Let's break the problem down into two items. The upgrade and CFE.
When you upgrade an existing deployment software is installed into a new slot on the HDD and the configuration is imported. After the system(s) are rebooted the HA iAPP may need to reinstalled and apply the iAPP configuration applied to BOTH of the systems. A tell tale sign of the HA iAPP configuration not being applied to both of the systems is when the secondary device attempts to go active you do not see anything in the /var/log/ltm listing tg_active. If you do see the tg_active scripts firing on the system attempting to move from standby to active but the mapped configuration objects do not move then either the instance does not have the IAM permissions, does not have access to the EC2 API (normally via eth 0 - the exact interface will be exposed via the route command and looking at the route metrics), or the secondary elastic IP (public IP) were not allowed to be remapped with the system was deployed.
Migrating to CFE
Migrating from the HA iAPP to CFE requires you to remove the HA iAPP and then install CFE. The migration to CFE is depending on proper IAM roles, access to the EC2 API, and the S3 API endpoint (you can use VPC endpoints if necessary for these).
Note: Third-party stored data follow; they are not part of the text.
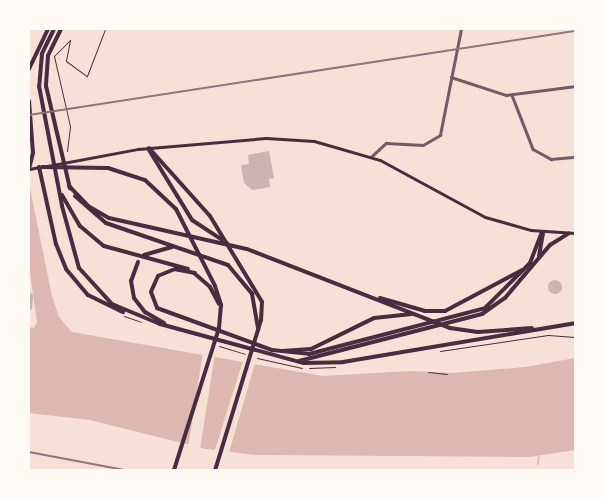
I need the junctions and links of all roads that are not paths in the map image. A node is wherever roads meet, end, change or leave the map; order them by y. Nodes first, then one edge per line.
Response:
1 (48, 29) edge
2 (54, 29) edge
3 (61, 29) edge
4 (461, 29) edge
5 (29, 69) edge
6 (451, 77) junction
7 (575, 86) edge
8 (512, 95) junction
9 (29, 100) edge
10 (149, 148) junction
11 (372, 156) junction
12 (575, 157) edge
13 (40, 167) junction
14 (29, 169) edge
15 (59, 186) junction
16 (69, 186) junction
17 (542, 232) junction
18 (569, 233) junction
19 (575, 233) edge
20 (232, 245) junction
21 (180, 248) junction
22 (144, 255) dead end
23 (138, 262) dead end
24 (536, 262) junction
25 (530, 263) junction
26 (195, 273) junction
27 (359, 292) junction
28 (130, 313) junction
29 (221, 313) junction
30 (417, 315) junction
31 (575, 323) edge
32 (171, 326) junction
33 (541, 328) junction
34 (258, 329) junction
35 (272, 350) junction
36 (288, 361) junction
37 (174, 470) edge
38 (215, 470) edge

1 - 5 main road
2 - 15 main road
3 - 16 main road
4 - 6 street
6 - 8 street
6 - 11 street
7 - 8 street
8 - 12 street
9 - 14 main road
10 - 11 main road
10 - 13 main road
10 - 20 main road
10 - 34 main road
11 - 17 main road
13 - 14 main road
13 - 28 main road
13 - 29 main road
15 - 26 main road
15 - 28 main road
16 - 20 main road
16 - 21 main road
17 - 18 main road
17 - 24 main road
17 - 25 main road
18 - 19 main road
18 - 24 main road
20 - 27 main road
21 - 22 main road
21 - 34 main road
23 - 32 main road
24 - 36 main road
25 - 27 main road
25 - 35 main road
26 - 29 main road
26 - 35 main road
27 - 30 main road
28 - 32 main road
29 - 37 main road
30 - 33 main road
30 - 35 main road
31 - 33 main road
32 - 36 main road
33 - 36 main road
34 - 38 main road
A peer of mine who works with the integration lays out the steps as follows
- Gather EIPs as defined in HA-iApp to the Static elastic IP definitions https://clouddocs.f5.com/products/extensions/f5-cloud-failover/latest/userguide/aws.html#define-the-failover-addresses-in-aws
- Gather Routes as defined in HA-iApp to Static Route Definitions https://clouddocs.f5.com/products/extensions/f5-cloud-failover/latest/userguide/aws.html#define-the-routes-in-aws
- Uninstall HA-Iapp.
- Start fresh installation of CFE: https://clouddocs.f5.com/products/extensions/f5-cloud-failover/latest/userguide/installation.html
- Configure by running through https://clouddocs.f5.com/products/extensions/f5-cloud-failover/latest/userguide/aws.html.
- i.e. the example is even the static config (with EIP mappings) so should be really close to the old iApp.
- Just remember to tag the Network Interfaces though, that’s the only thing that needs to be tagged with the static config.
- The hardest part might be migrating/getting the IAM role right as we have a much more granular role example now, we have a S3 bucket added, etc.
Upgrade or Deploy New
I cannot answer that for you as there are many nuances to the architecture and each carries with it some level of work..
A parallel deployment allows you to build out the new stack, operational aspects and then cut over the DNS records of the virtual IP addresses. It carries with it the work of having to migrate the virtual server configurations.
An upgrade without the installation of CFE us just a standard upgrade and then reapplying the HA iAPP config.
An upgrade after the installation of CFE will be similar to the HA iAPP (install the package post upgrade apply config)
I would separate the migration from the HA iAPP to CFE from the OS upgrade if you are not performing a parallel deployment. Why? Failing over in cloud requires access to proper roles and API endpoints. Tyring to upgrade the OS and the failover tooling at the same time can lead to a large amount of work. With the cloud failover tooling there are aspects that are more dependent depending on the cloud provider so if one has to troubleshoot both an upgrade AND the iApp migration a change window can become small.
In any upgrade scenario you should always take a backup of each BIG-IP. Additionally you have the option to take a snapshot of the VM disk when it is powered off.